_WORK ITEM:_
Your answer must consist of the records exactly as given, with no pictures included.

_SOURCE MATERIAL:_
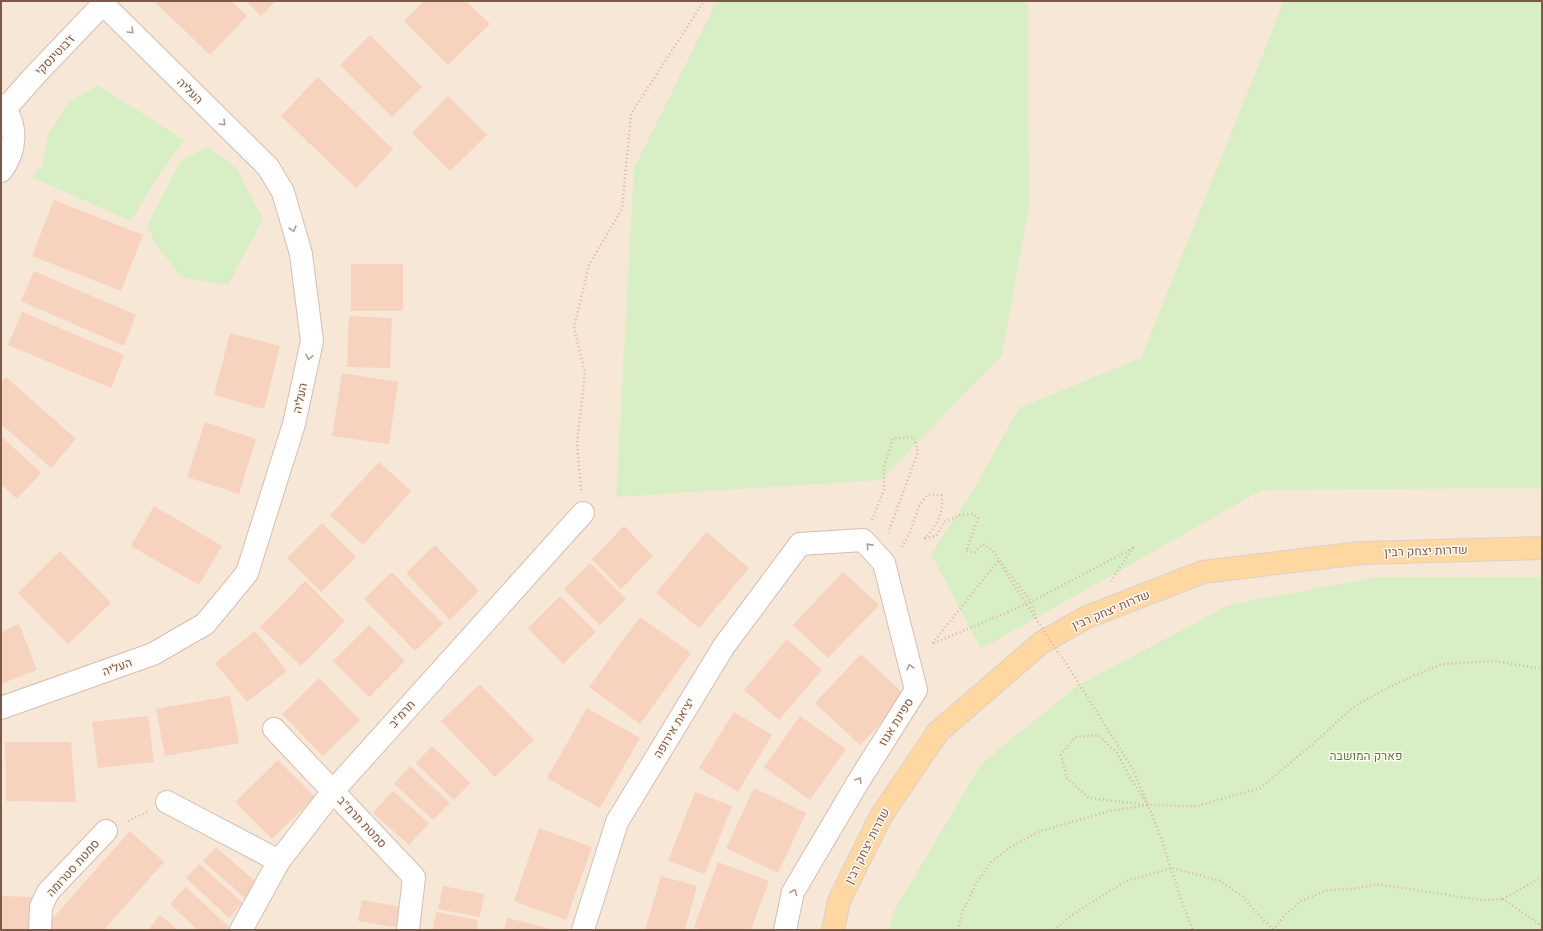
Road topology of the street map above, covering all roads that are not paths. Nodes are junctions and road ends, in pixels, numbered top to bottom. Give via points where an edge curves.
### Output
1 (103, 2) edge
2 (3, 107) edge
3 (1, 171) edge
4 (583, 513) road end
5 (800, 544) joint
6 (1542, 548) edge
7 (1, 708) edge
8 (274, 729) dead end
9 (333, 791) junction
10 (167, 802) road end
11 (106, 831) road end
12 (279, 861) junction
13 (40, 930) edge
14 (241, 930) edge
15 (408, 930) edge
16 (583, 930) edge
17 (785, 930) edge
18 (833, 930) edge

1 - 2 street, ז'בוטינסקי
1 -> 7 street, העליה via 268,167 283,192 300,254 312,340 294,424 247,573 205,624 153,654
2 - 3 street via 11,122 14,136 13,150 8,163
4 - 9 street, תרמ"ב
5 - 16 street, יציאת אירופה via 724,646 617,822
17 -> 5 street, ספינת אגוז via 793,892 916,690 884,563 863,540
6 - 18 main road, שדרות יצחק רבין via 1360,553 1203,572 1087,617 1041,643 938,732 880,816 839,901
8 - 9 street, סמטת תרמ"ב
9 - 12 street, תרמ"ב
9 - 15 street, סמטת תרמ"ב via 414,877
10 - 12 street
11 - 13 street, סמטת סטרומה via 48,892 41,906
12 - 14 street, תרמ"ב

_EXPECTED ANSWER:_
Road topology of the street map above, covering all roads that are not paths. Nodes are junctions and road ends, in pixels, numbered top to bottom. Give via points where an edge curves.
### Output
1 (103, 2) edge
2 (3, 107) edge
3 (1, 171) edge
4 (583, 513) road end
5 (800, 544) joint
6 (1542, 548) edge
7 (1, 708) edge
8 (274, 729) dead end
9 (333, 791) junction
10 (167, 802) road end
11 (106, 831) road end
12 (279, 861) junction
13 (40, 930) edge
14 (241, 930) edge
15 (408, 930) edge
16 (583, 930) edge
17 (785, 930) edge
18 (833, 930) edge

1 - 2 street, ז'בוטינסקי
1 -> 7 street, העליה via 268,167 283,192 300,254 312,340 294,424 247,573 205,624 153,654
2 - 3 street via 11,122 14,136 13,150 8,163
4 - 9 street, תרמ"ב
5 - 16 street, יציאת אירופה via 724,646 617,822
17 -> 5 street, ספינת אגוז via 793,892 916,690 884,563 863,540
6 - 18 main road, שדרות יצחק רבין via 1360,553 1203,572 1087,617 1041,643 938,732 880,816 839,901
8 - 9 street, סמטת תרמ"ב
9 - 12 street, תרמ"ב
9 - 15 street, סמטת תרמ"ב via 414,877
10 - 12 street
11 - 13 street, סמטת סטרומה via 48,892 41,906
12 - 14 street, תרמ"ב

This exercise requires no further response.